Tring railway cutting is deep. It’s so deep it took me two visits to find a way of photographing it.
On the first try, I could get on a footpath right next to the wire fence and could hear trains go by, but couldn’t see them no matter what I did. I was also not in Buckinghamshire, as the county boundary goes along the middle of the road and over the bridge.
On the second try I went into the College Lake nature reserve and walked along the wooden fence by the cutting, but couldn’t see a thing. It’s a nice place to visit, though.
Back to the road and the bridge over the railway, where I found I could stand on the crash barrier at one end of the bridge and hold the camera up high. It took a few goes, but I got a photo of the slow train trundling by on the furthest set of tracks. Fast trains on the nearest tracks were still invisible to me.

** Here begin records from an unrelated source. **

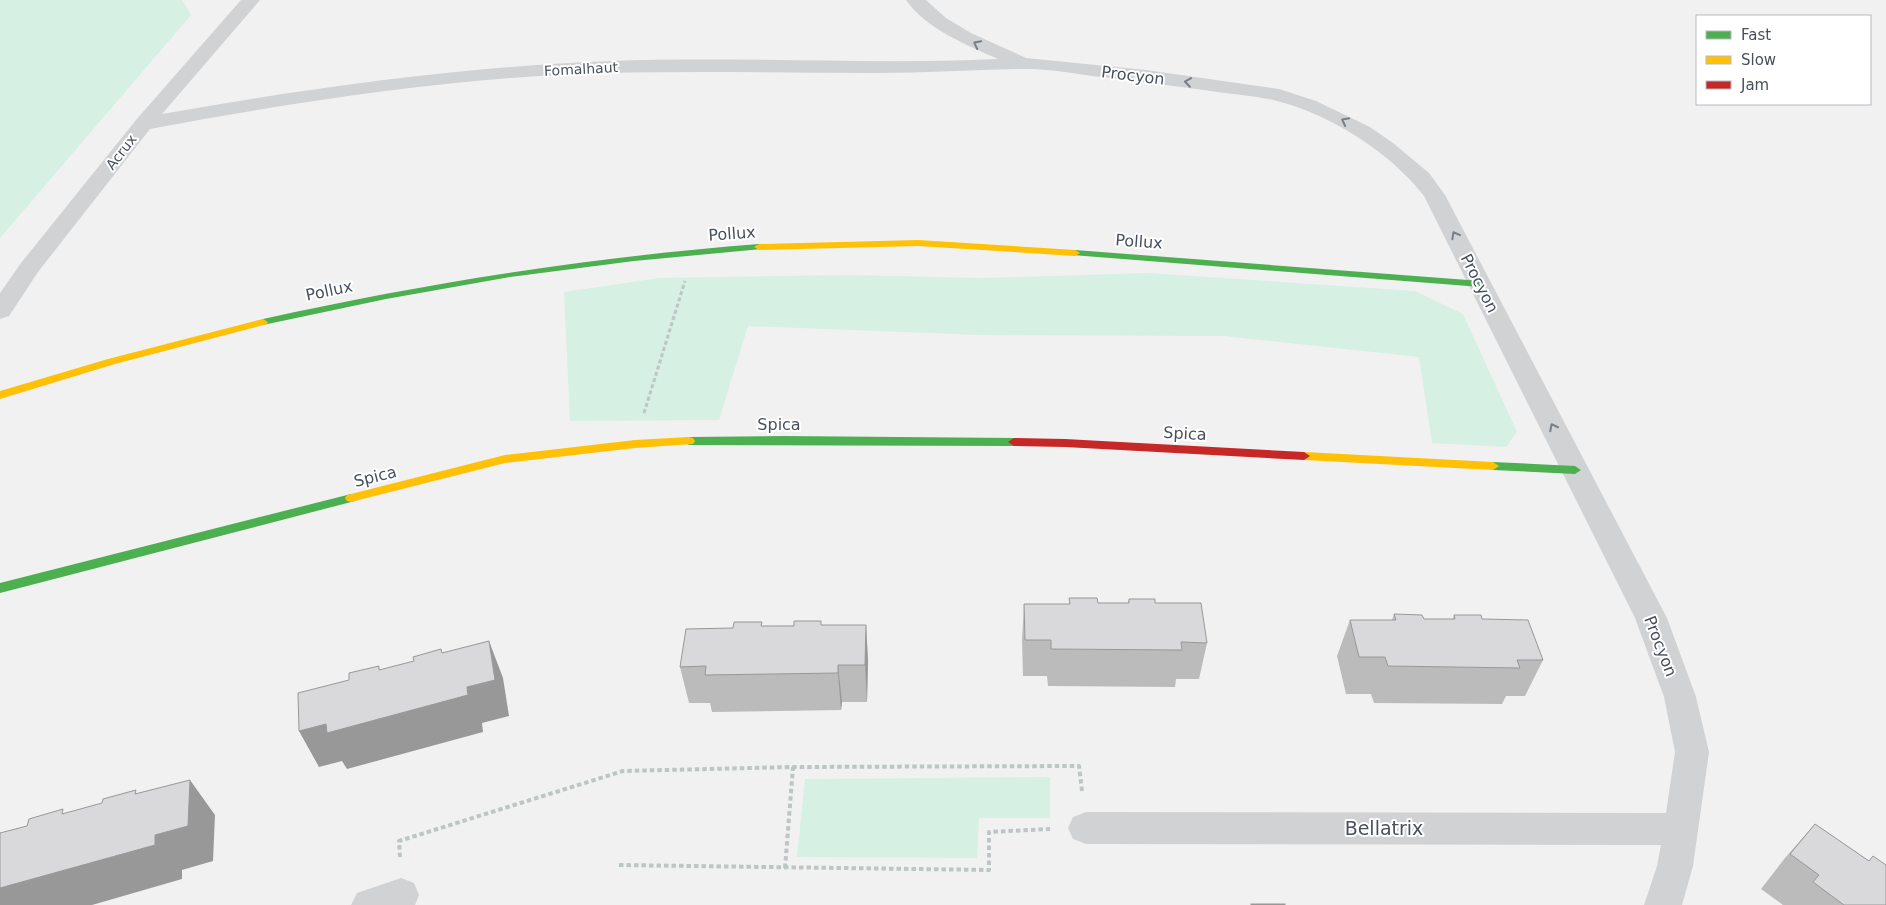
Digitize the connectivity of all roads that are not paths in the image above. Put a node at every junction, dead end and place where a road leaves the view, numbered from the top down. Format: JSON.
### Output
{"nodes":[{"id":1,"x":251,"y":0,"type":"edge"},
{"id":2,"x":915,"y":0,"type":"edge"},
{"id":3,"x":1022,"y":63,"type":"junction"},
{"id":4,"x":143,"y":124,"type":"junction"},
{"id":5,"x":1481,"y":284,"type":"junction"},
{"id":6,"x":0,"y":310,"type":"edge"},
{"id":7,"x":0,"y":395,"type":"edge"},
{"id":8,"x":1575,"y":470,"type":"junction"},
{"id":9,"x":0,"y":588,"type":"edge"},
{"id":10,"x":1086,"y":828,"type":"road end"},
{"id":11,"x":1682,"y":828,"type":"junction"},
{"id":12,"x":1663,"y":905,"type":"edge"}],
"edges":[{"from":1,"to":4,"type":"street","name":"Acrux"},
{"from":3,"to":2,"type":"street","name":"Procyon","one_way":true},
{"from":3,"to":4,"type":"street","name":"Fomalhaut"},
{"from":5,"to":3,"type":"street","name":"Procyon","one_way":true},
{"from":4,"to":6,"type":"street","name":"Acrux"},
{"from":5,"to":7,"type":"street","name":"Pollux"},
{"from":8,"to":5,"type":"street","name":"Procyon","one_way":true},
{"from":8,"to":9,"type":"street","name":"Spica"},
{"from":8,"to":11,"type":"street","name":"Procyon"},
{"from":10,"to":11,"type":"street","name":"Bellatrix"},
{"from":11,"to":12,"type":"street","name":"Procyon"}]}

Folly Bridge carries the B488 Upper Icknield Way, a Roman road, across the cutting.
That’s great, but it doesn’t show you folks the depth and scale of the cutting. I jumped down and walked to the middle of the bridge; there’s a narrow footpath beside the road.
The bridge parapet is above head height. I put on a long lens, and held the camera above my head. After ten minutes and sixteen attempts, I got the shot.
Looking North into Bucks from Folly Bridge.
Folly bridge carries the B488 over the cutting at about it’s maximum depth of 12m, 40 feet. Work began in mid 1835, and the two and a half mile cutting was finished in late 1837. Except for where rock blasting was needed, it was all dug by hand. That’s an enormous amount of earth. The cutting took two tracks and the sides were at a 45° angle.
The cutting was widened in 1859 to take three lines, and again in 1876 to take four. It was widened again in the 1960s during electrification of the line and the sides of the cutting are now at a much steeper angle. No wonder I couldn’t see into it.
More than any I’ve done so far, this is truly a tale from the edge.
Thanks to Roger Runswick for telling me about this place on the edge.